Antibes
Picasso spent the autumn of 1946 in a Grimaldi castle above the sea and left behind 23 paintings, 44 drawings, and 2 tapestries in three months
There is a version of the French Riviera that has been sold to tourists since the Victorian era – the azure water, the parasol pines, the oyster lunches on a terrace – and Antibes has all of that. But it also has something more specific: it was the place where Pablo Picasso, at 65, after years of wartime constricture, was given the keys to Château Grimaldi by the town’s curator and simply worked. Three months. No subjects he didn’t choose. The result is one of the most concentrated bodies of joyful painting in his career, and it is still here, in the building where it was made, in the Musée Picasso. The light in the gallery rooms is Mediterranean. You are looking at paintings that were made under the same light.

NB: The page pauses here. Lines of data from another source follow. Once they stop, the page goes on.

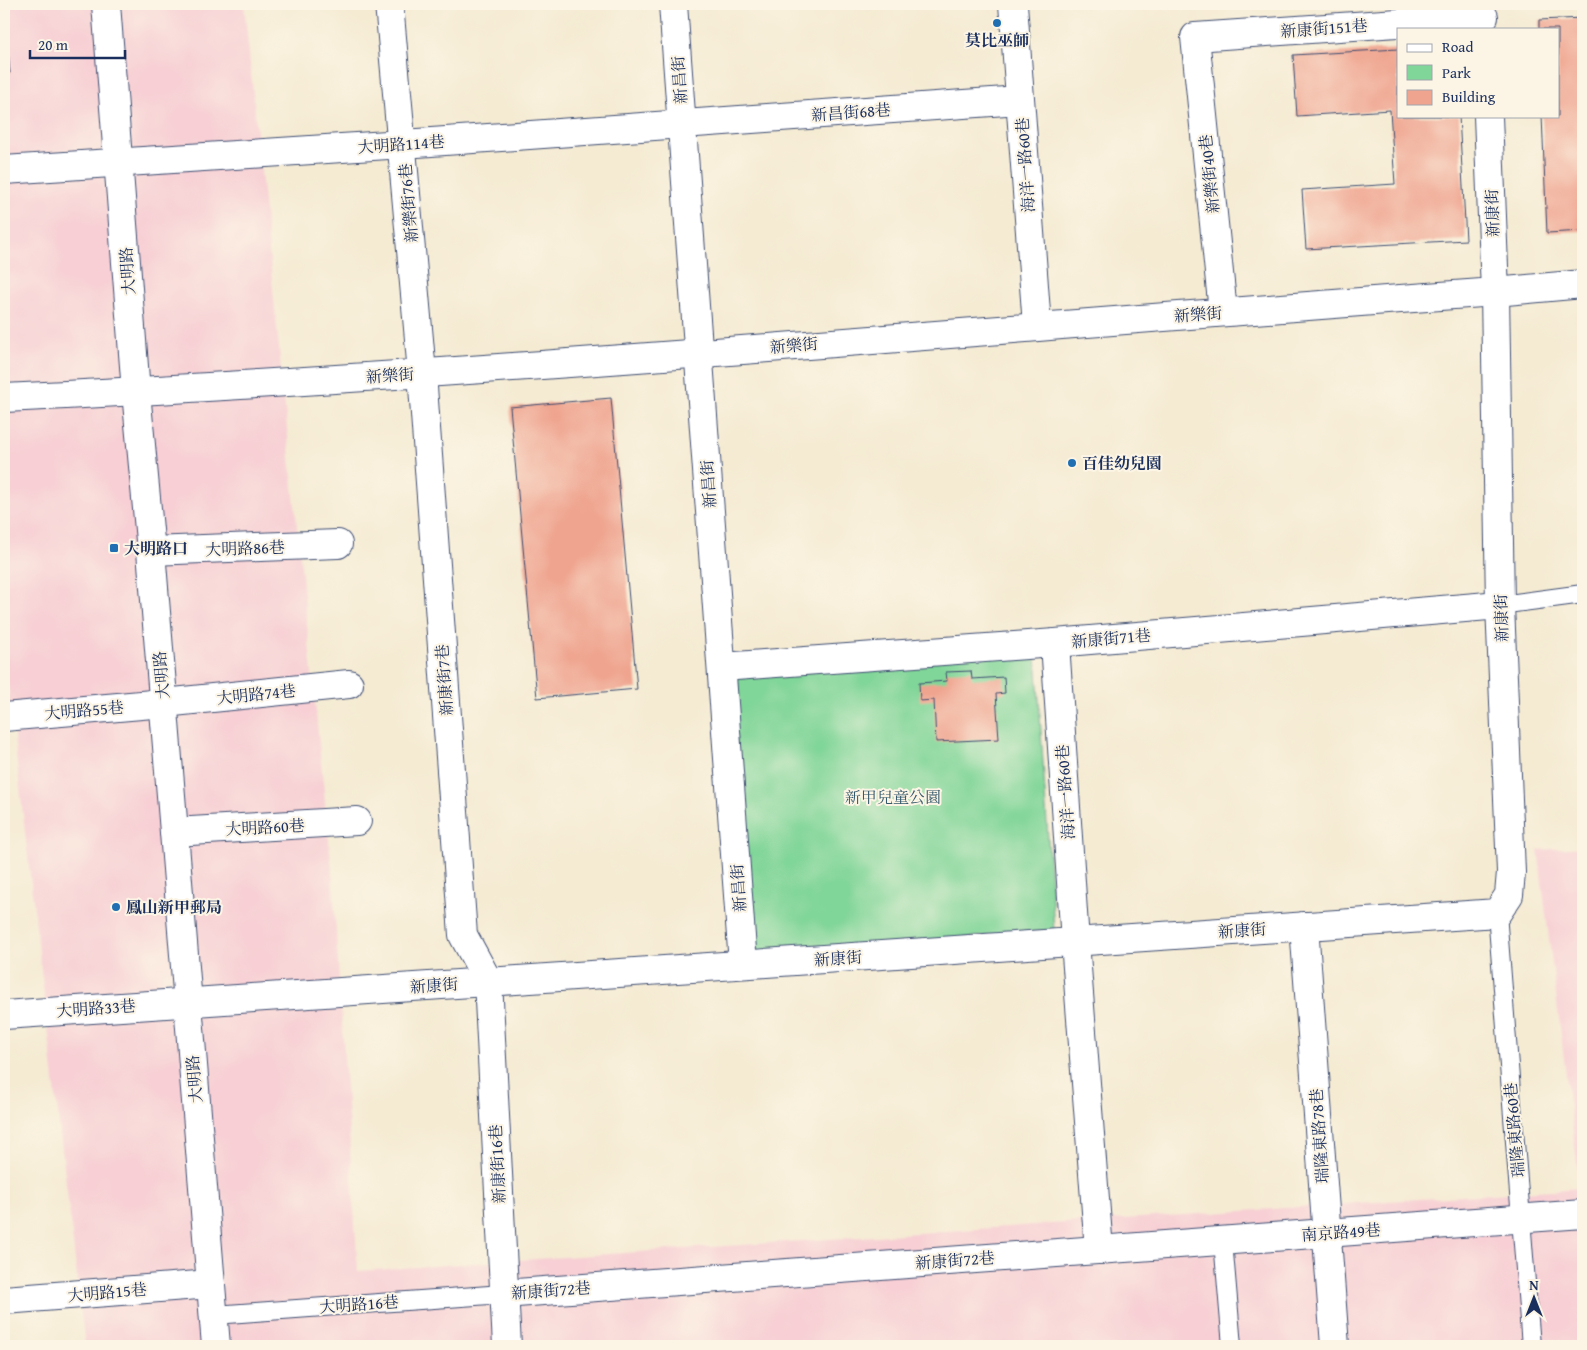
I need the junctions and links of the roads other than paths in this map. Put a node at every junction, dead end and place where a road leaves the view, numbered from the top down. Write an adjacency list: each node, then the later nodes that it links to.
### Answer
1 (106, 4): 11 (street, 大明路)
2 (389, 4): 10 (street, 新樂街76巷)
3 (674, 4): 9 (street, 新昌街)
4 (1013, 4): 7 (street, 海洋一路60巷)
5 (1483, 17): 6 (street, 新康街151巷)
6 (1195, 37): 15 (street, 新樂街40巷)
7 (1020, 100): 9 (street, 新昌街68巷); 16 (street, 海洋一路60巷)
8 (1488, 118): 14 (street, 新康街)
9 (682, 125): 10 (street, 大明路114巷); 17 (street, 新昌街)
10 (403, 144): 11 (street, 大明路114巷); 18 (street, 新樂街76巷)
11 (119, 162): 12 (street, 大明路114巷); 19 (street, 大明路)
12 (4, 170)
13 (1583, 284): 14 (street, 新樂街)
14 (1495, 292): 15 (street, 新樂街); 24 (street, 新康街)
15 (1223, 312): 16 (street, 新樂街)
16 (1037, 326): 17 (street, 新樂街)
17 (699, 353): 18 (street, 新樂街); 26 (street, 新昌街)
18 (422, 372): 19 (street, 新樂街); 36 (street, 新康街7巷)
19 (136, 392): 20 (street, 新樂街); 22 (street, 大明路)
20 (4, 398)
21 (338, 544): 22 (street, 大明路86巷)
22 (151, 552): 28 (street, 大明路)
23 (1583, 594): 24 (lane)
24 (1500, 605): 25 (street, 新康街71巷); 32 (street, 新康街)
25 (1055, 642): 26 (street, 新康街71巷); 34 (street, 海洋一路60巷)
26 (722, 667): 35 (street, 新昌街)
27 (348, 684): 28 (street, 大明路74巷)
28 (164, 703): 29 (street, 大明路55巷); 31 (street, 大明路)
29 (4, 717)
30 (357, 822): 31 (street, 大明路60巷)
31 (174, 832): 37 (street, 大明路)
32 (1497, 913): 33 (street, 新康街); 40 (lane, 瑞隆東路60巷)
33 (1304, 926): 34 (street, 新康街); 41 (street, 瑞隆東路78巷)
34 (1075, 942): 35 (street, 新康街); 43 (street)
35 (743, 964): 36 (street, 新康街)
36 (488, 981): 37 (street, 新康街); 45 (street, 新康街16巷)
37 (188, 1002): 38 (street, 大明路33巷); 44 (street, 大明路)
38 (4, 1015)
39 (1583, 1214): 40 (street, 南京路49巷)
40 (1521, 1219): 41 (street, 南京路49巷); 52 (lane, 瑞隆東路60巷)
41 (1327, 1233): 42 (street, 南京路49巷); 51 (street, 瑞隆東路78巷)
42 (1223, 1241): 43 (street, 南京路49巷); 50 (lane)
43 (1099, 1250): 45 (street, 新康街72巷)
44 (211, 1284): 46 (street, 大明路15巷); 47 (street, 大明路)
45 (503, 1294): 47 (lane, 大明路16巷); 49 (street, 新康街16巷)
46 (4, 1300)
47 (214, 1315): 48 (street, 大明路)
48 (216, 1346)
49 (507, 1346)
50 (1232, 1346)
51 (1335, 1346)
52 (1531, 1346)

The museum houses 23 paintings, 44 drawings, 32 lithographs, 11 oils on paper, 2 tapestries, and 5 tapestry cartoons from that single stay. The collection is small enough to see properly in 90 minutes without rushing. The Château Grimaldi itself – a 13th-century fortified tower on the ramparts above the harbour – is worth the visit as architecture before you get inside. Combined with the view of the ramparts and the sea from the terrace, this is the single best two hours in Antibes and it is frequently understated relative to the beaches.
The Old Town and the Market
The Vieille Ville is genuinely well-preserved – narrow streets, ochre and terracotta facades, the smell of lavender and dried herbs in the Marché Provençal. The market runs daily except Monday mornings in winter, in and around the covered hall near Cours Massena. Farmers sell heirloom vegetables, olive oils, cheeses, and the specific Provençal products (tapenade, socca flour, herbs) that are worth buying here because they are not the supermarket versions. Arrive early; the best produce is gone by 9am.
Port Vauban and the Harbour
Port Vauban is one of the largest marinas in Europe, and in season it hosts the kind of yachts that make the word “yacht” feel inadequate. Walking the quay is free, gives you an unobstructed view of Fort Carré (16th century, positioned to guard the harbour entrance), and provides context for Antibes’s historic role as one of the most significant ports on the western Mediterranean. The fort is open for guided visits that include the ramparts and the interior; the panoramic view of the Alpes-Maritimes from the top on a clear day extends inland to snowcapped peaks.
Cap d’Antibes
The Chemin de Littoral coastal path around Cap d’Antibes runs past some of the most exclusive real estate in France and through sections of rocky shoreline that have not changed in appearance since the Fitzgerald era. Hotel du Cap-Eden-Roc, at the tip of the peninsula, has been the choice of the very wealthy since it opened in 1889. You can walk past the gates and continue along the path regardless. The path is approximately 5 kilometres and takes 90 minutes at walking pace, with several descent points to cove beaches along the way.
Juan-les-Pins, just south, has better sandy beaches than Antibes proper (which is pebble) and hosts Jazz a Juan each July – a festival that has been running since 1960 and has put Count Basie, Miles Davis, and Ella Fitzgerald on outdoor stages overlooking the sea. The booking calendar for good accommodation during the festival fills months in advance.
Where to Eat and Stay
Le Comptoir du Marché, near the market, does straightforward Provençal food using ingredients from the stalls twenty metres away. La Passagere in the old town takes a more careful approach to seasonal menus without becoming precious about it. For waterfront dining with the marina view, the restaurants along Port Vauban are expensive but the setting covers a lot of the cost.
Hotel du Cap-Eden-Roc is the legendary option and is priced accordingly. La Villa is the reliable boutique choice for travellers who want comfort without the superyacht atmosphere. Antibes is accessible by train from Nice (15 minutes) and Cannes (10 minutes), which opens up a wider range of accommodation options in either direction without sacrificing the town itself.